Le Roi, avec une mine un tant soit peu sournoise, entama une conversation avec le maréchal, à peu près dans ces termes :

— Je connais, cher maréchal, toute l’étendue du sacrifice que vous m’avez fait en acceptant le portefeuille des Affaires étrangères en échange de la plus brillante ambassade que j’aie pu vous donner... je suis assez heureux aujourd’hui !..

— Oui, sire, interrompit le maréchal, ce sacrifice m’a coûté beaucoup ; mais il doit prouver à Votre Majesté mon dévouement sans bornes et je ferai tout ce qui sera dans mon pouvoir pour me rendre digne de la confiance du Roi ; je me flatte que je réussirai toujours à contenter Votre Majesté, afin de me rendre digne des expressions flatteuses dont elle me comble aujourd’hui.

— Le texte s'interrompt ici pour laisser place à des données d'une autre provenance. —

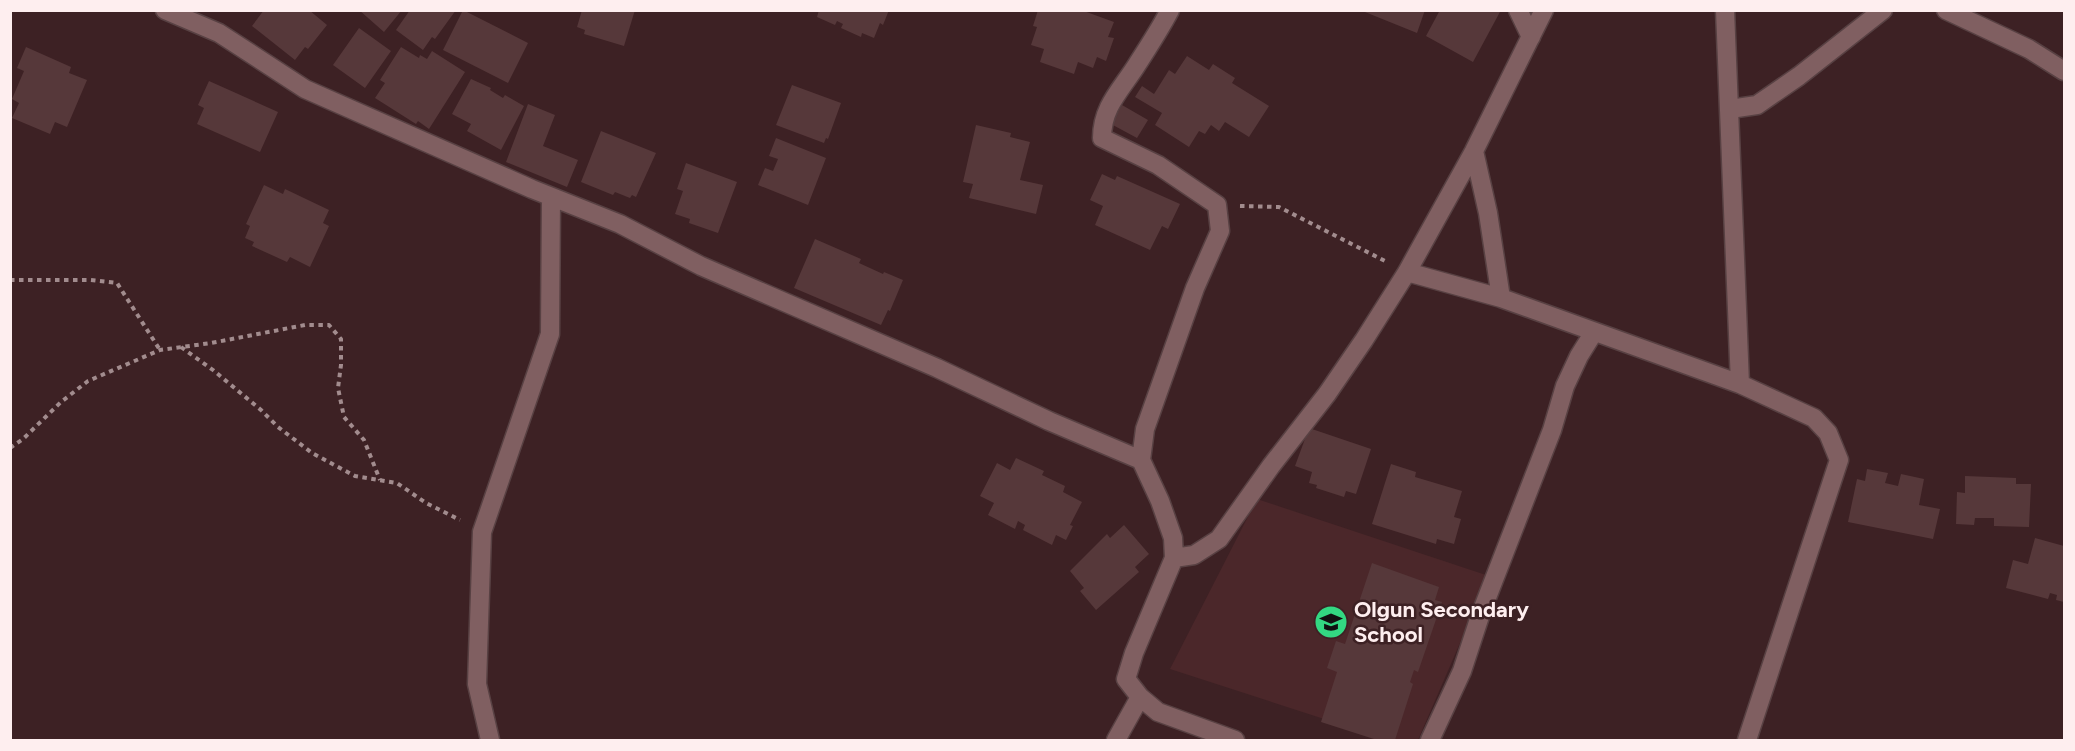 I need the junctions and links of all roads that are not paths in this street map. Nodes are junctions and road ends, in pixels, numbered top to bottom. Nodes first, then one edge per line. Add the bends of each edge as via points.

Cette assurance du maréchal déconcerta complètement le Roi ; mais le temps pressait et, pour en finir, Sa Majesté prit le parti d’aborder franchement la question et il dit au maréchal tout simplement ce dont il s’agissait. Maison tomba de son haut, il ne put cacher son ressentiment contre Sébastiani, et il quitta le Roi rempli de honte et de rage. Il se rendit chez Sébastiani, auquel il dit la vérité de la manière la moins voilée possible et lui déclara ne vouloir plus rien au monde :

— Je me f... de vos ambassades, de votre politique, de vos ministères et de vous tous ; vous m’y avez attrapé une fois, c’en est déjà trop ; je suis un franc militaire, je vide mes questions avec mon épée, je ne connais ni détours, ni feintes, et voilà ce qui m’a fait perdre au jeu avec vous. Messieurs, j’ai l’honneur d’être...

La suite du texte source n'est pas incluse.